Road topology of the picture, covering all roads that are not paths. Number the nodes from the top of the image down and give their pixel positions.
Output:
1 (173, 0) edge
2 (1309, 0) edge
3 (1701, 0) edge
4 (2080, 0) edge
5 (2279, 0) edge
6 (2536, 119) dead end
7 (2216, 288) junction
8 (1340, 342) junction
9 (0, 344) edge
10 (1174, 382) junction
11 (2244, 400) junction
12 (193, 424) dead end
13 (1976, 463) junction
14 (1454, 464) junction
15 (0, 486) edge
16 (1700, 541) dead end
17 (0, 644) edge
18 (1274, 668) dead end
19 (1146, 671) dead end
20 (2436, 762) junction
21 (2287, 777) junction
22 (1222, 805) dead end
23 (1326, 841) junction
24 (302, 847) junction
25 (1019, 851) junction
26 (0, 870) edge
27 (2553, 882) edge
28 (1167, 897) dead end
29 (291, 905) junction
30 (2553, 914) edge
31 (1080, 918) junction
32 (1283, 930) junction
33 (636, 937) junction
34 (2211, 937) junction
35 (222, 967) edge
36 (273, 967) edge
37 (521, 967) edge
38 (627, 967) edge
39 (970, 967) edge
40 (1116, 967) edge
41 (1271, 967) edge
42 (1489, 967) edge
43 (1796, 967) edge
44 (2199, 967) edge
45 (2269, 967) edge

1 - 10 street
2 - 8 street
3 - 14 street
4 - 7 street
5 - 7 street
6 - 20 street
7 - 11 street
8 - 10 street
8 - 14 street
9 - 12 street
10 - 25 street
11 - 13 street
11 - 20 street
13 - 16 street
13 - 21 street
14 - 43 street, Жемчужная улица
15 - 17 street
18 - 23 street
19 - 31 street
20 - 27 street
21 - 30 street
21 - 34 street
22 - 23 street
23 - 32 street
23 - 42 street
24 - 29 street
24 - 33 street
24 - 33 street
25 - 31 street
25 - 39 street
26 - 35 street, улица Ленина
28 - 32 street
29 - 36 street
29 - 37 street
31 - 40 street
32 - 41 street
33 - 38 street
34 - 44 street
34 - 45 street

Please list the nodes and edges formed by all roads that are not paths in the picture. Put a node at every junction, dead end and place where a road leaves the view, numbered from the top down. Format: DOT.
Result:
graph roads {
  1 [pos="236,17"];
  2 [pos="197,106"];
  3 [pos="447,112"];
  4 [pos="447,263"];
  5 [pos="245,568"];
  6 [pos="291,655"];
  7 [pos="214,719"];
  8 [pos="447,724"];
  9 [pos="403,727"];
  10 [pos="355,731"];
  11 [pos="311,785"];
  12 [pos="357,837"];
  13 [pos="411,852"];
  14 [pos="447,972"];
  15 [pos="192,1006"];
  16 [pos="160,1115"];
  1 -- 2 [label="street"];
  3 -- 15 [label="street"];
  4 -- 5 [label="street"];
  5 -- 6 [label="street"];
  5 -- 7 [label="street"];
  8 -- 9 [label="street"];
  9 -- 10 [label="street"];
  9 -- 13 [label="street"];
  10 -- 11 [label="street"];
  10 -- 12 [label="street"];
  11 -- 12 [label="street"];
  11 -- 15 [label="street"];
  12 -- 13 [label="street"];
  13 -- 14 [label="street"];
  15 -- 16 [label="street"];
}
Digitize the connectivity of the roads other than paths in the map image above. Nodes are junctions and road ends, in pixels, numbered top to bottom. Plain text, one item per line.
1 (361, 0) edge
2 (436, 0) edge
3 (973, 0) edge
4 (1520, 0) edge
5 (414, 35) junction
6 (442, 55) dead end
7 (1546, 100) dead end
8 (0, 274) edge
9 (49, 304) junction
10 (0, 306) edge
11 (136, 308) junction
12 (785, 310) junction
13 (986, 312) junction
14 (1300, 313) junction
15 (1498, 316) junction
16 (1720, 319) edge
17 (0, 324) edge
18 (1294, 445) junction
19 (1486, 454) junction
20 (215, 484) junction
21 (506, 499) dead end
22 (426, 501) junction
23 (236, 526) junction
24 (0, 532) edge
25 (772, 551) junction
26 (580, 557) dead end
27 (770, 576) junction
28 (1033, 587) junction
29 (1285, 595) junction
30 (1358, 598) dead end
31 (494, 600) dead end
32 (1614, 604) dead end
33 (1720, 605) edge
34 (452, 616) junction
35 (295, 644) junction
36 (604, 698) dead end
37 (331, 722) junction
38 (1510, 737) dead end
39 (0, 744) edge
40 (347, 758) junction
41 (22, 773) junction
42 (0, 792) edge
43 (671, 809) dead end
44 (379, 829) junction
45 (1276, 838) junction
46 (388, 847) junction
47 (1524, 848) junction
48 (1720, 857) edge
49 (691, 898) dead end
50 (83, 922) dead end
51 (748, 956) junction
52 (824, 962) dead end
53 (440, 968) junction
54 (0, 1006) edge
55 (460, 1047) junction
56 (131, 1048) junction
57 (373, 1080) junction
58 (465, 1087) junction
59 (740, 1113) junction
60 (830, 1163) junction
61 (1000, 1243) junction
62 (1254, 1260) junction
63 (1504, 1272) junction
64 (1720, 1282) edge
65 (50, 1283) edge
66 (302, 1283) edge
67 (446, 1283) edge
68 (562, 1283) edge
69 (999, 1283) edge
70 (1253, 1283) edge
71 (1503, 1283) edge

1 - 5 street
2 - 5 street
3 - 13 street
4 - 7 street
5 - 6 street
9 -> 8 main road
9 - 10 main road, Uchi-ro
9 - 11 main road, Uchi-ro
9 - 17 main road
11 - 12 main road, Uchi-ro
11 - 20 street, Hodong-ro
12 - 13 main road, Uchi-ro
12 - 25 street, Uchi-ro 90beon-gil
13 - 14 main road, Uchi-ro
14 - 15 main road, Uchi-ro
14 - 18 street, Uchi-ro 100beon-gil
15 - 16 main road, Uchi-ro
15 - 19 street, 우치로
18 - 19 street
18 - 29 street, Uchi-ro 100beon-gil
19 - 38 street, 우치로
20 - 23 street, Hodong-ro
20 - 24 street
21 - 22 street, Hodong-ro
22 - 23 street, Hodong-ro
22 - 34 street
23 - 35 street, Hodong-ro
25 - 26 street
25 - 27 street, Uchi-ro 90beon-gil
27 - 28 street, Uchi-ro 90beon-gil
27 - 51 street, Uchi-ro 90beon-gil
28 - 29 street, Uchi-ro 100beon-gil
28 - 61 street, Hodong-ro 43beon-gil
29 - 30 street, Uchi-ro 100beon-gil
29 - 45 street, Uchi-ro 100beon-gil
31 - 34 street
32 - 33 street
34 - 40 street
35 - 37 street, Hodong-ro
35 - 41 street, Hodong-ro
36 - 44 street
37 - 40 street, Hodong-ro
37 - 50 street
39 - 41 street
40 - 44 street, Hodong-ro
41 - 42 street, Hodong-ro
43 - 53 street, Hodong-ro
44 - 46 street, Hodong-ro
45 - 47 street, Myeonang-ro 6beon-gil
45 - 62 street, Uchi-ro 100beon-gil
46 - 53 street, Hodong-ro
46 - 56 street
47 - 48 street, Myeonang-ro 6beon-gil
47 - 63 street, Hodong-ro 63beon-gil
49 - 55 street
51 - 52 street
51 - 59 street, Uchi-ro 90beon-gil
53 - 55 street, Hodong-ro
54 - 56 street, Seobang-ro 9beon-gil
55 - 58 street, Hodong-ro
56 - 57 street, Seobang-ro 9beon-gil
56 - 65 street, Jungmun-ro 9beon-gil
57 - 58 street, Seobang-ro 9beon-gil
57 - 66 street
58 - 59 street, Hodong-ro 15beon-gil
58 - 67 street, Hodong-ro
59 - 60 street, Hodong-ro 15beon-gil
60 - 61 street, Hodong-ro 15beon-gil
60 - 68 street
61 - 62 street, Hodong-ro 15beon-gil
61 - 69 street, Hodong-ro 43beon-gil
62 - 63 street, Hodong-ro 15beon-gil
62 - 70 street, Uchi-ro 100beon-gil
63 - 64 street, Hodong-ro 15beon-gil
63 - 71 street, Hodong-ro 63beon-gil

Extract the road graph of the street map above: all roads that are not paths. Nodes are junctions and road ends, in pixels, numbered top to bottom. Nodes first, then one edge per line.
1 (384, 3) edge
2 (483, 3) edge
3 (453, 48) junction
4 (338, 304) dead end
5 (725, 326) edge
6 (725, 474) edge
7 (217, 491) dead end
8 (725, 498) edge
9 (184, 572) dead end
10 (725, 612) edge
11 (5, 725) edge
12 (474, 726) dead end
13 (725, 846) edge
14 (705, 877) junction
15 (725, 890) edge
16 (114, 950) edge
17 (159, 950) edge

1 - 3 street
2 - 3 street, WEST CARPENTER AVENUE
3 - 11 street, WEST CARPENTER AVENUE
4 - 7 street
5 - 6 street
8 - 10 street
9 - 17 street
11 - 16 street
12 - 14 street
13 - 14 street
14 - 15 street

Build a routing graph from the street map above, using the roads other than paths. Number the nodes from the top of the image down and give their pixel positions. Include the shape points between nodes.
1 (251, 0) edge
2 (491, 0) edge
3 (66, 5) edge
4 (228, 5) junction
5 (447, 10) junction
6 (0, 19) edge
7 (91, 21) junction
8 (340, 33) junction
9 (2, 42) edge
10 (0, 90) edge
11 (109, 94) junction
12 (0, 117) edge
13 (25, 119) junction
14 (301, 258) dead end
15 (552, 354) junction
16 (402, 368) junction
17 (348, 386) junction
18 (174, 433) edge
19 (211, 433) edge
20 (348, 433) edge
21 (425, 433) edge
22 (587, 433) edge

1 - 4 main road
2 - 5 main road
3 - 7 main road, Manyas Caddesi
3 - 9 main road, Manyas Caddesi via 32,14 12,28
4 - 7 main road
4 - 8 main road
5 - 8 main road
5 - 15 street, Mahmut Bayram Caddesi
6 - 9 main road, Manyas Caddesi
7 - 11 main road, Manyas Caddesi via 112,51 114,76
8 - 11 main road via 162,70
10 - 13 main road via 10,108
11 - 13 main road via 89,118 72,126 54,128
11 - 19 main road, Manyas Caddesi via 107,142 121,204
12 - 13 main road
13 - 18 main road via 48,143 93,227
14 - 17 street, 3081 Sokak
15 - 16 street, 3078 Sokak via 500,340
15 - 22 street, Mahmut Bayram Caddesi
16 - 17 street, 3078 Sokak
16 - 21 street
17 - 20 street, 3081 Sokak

◆ ◆ ◆ ◆ ◆

| Task statement |
In the listing, find all lines with the string "Seobang" and copy them.

| Response to this exercise |
54 - 56 street, Seobang-ro 9beon-gil
56 - 57 street, Seobang-ro 9beon-gil
57 - 58 street, Seobang-ro 9beon-gil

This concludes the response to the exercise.